Invoquer "la Loi", dans une affaire où tant de principes sont en jeu, c'est, en réalité, supposer que le problème est déjà réglé avant même que d'être évoqué. Et si les manifestants, défendaient aussi la Fraternité, ce troisième terme de notre devise républicaine, le plus complexe à définir ?

Dura lex sed lex, c'est aussi ignorer qu'il n'y a pas plus inique que d'appliquer partout l'ensemble des lois, et que la grève du zèle aboutit à la paralysie ("summum jus, summa injuria" ai-je lu récemment) ;

- Il me semble, mais je ne retrouve pas l'article, que la gauche avait rédigé des circulaires pour interdire de se saisir d'irréguliers en milieu scolaire, circulaires abrogées par Sarkozy et pas rétablies (sauf depuis hier). Le principe n'est pas illégitime : si l'on veut que l'école soit un lieu de réflexion coupé un minimum de l'agitation du monde extérieur, on peut éviter d'y faire entrer la police ou la gendarmerie quand ce n'est pas strictement nécessaire.

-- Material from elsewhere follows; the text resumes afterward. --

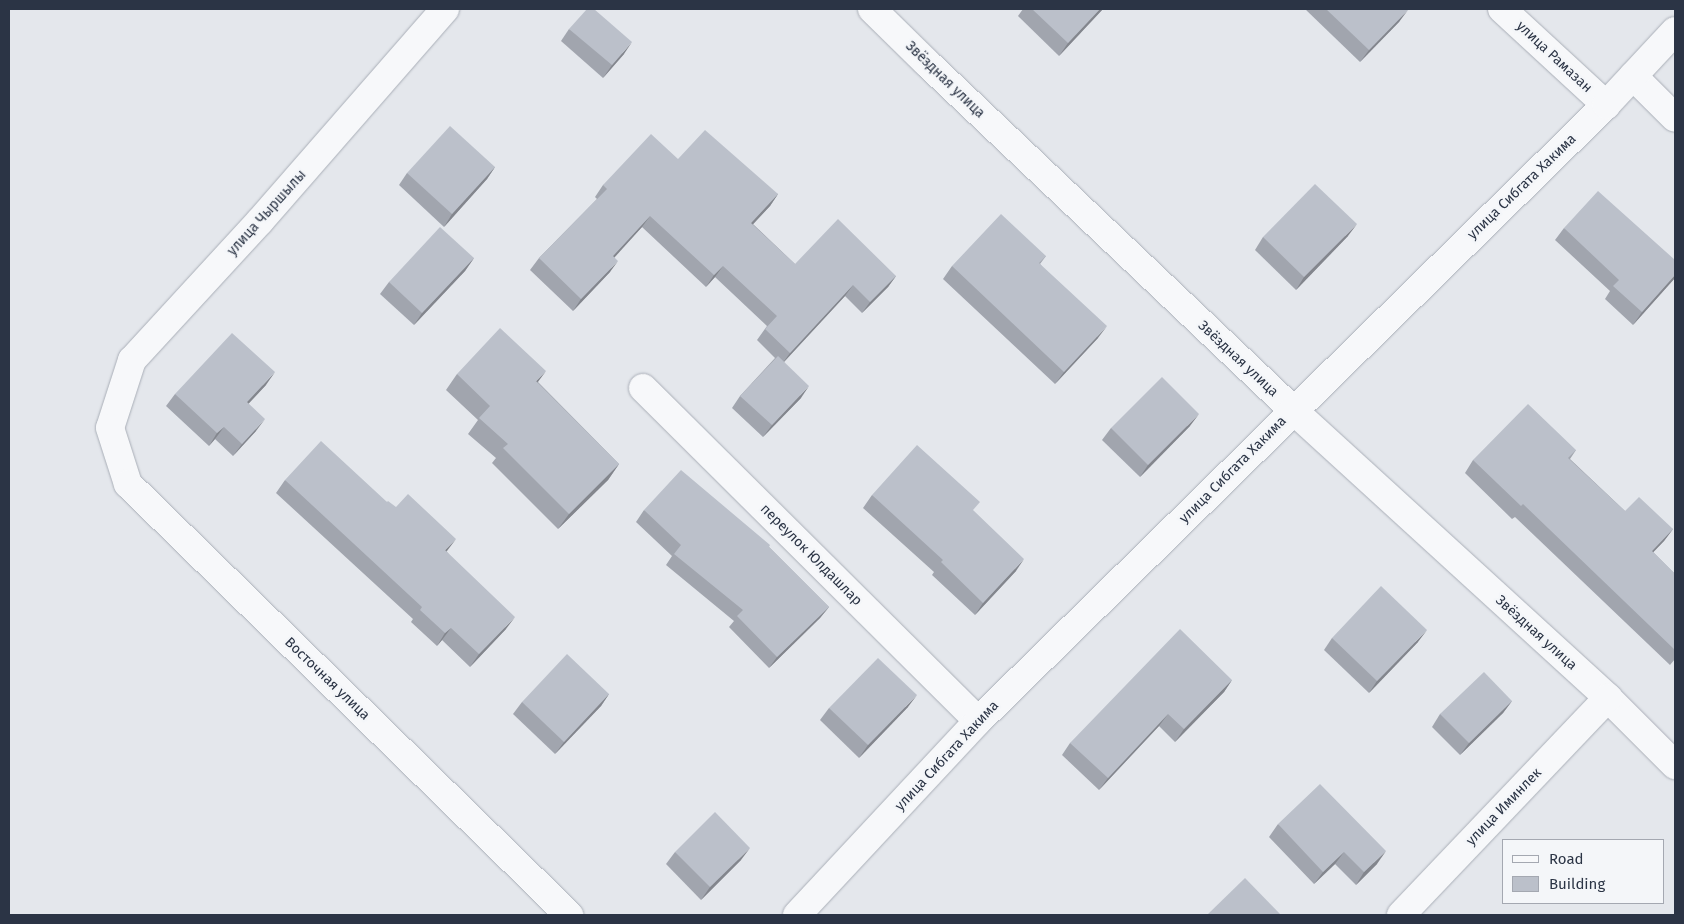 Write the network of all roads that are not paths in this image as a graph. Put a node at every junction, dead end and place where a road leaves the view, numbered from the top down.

C'est peut être hypocrite, mais pas plus que de souhaiter bonjour à un collègue dont on souhaite qu'il aille au contraire le moins bien possible. L'hypocrisie est nécessaire à la civilisation ;

- j'ai suggéré, et lu que d'autres faisaient cette proposition, que les parents d'enfants scolarisés puissent être régularisés. J'ai lu également qu'il s'agissait d'un appel d'air, et d'une ouverture des frontières toute libérale. Régulariser au cas par cas des gens qui de fait se sont installés et, parmi leurs premières décisions, ont envoyé leurs enfants à l'école est assez différent d'une ouverture totale des frontières. Il n'est pas si facile que cela d'entrer en France et de s'y installer (cf. un billet ancien de la Ligue des Droits de l'Homme sur le mythe de l'appel d'air) ;

- j'ai lu que la foule qui défend Léonarda ne se soucierait pas du reste de la famille et se serait éprise d'un fétiche, un peu comme l'on cherche un sac Vuitton, pour avoir un truc à la mode. Je ne crois pas que la foule soit si mauvaise, même s'il est évident qu'il y a une sorte de rituel de la manifestation lycéenne auquel certains peuvent céder sans parfois avoir parfaitement connaissance de toutes les données du problème. La réaction à la proposition assez hallucinante de cynisme de Hollande est d'ailleurs assez parlante : accepter Léonarda mais pas sa famille ne satisfait personne (Schneiderman : "A force de ne pas savoir trancher, le voilà, tout tranquille, qui tranche dans la chair d'une famille. Et qui réussit cet exploit : faire passer Valls, le Valls droit dans les bottes de la loi, le Valls qui incarne sans complexe la lepénisation des esprits, faire passer Valls pour, au fond, plus humain que lui ! Ce "et elle seule" est un marqueur. Quiconque, en entendant ces mots, aura ressenti autre chose que de l'incrédulité et du dégoût, quiconque aura seulement imaginé d'analyser ce "et elle seule", comme une parole politique digne d'une analyse normale, nous restera étrangement étranger.")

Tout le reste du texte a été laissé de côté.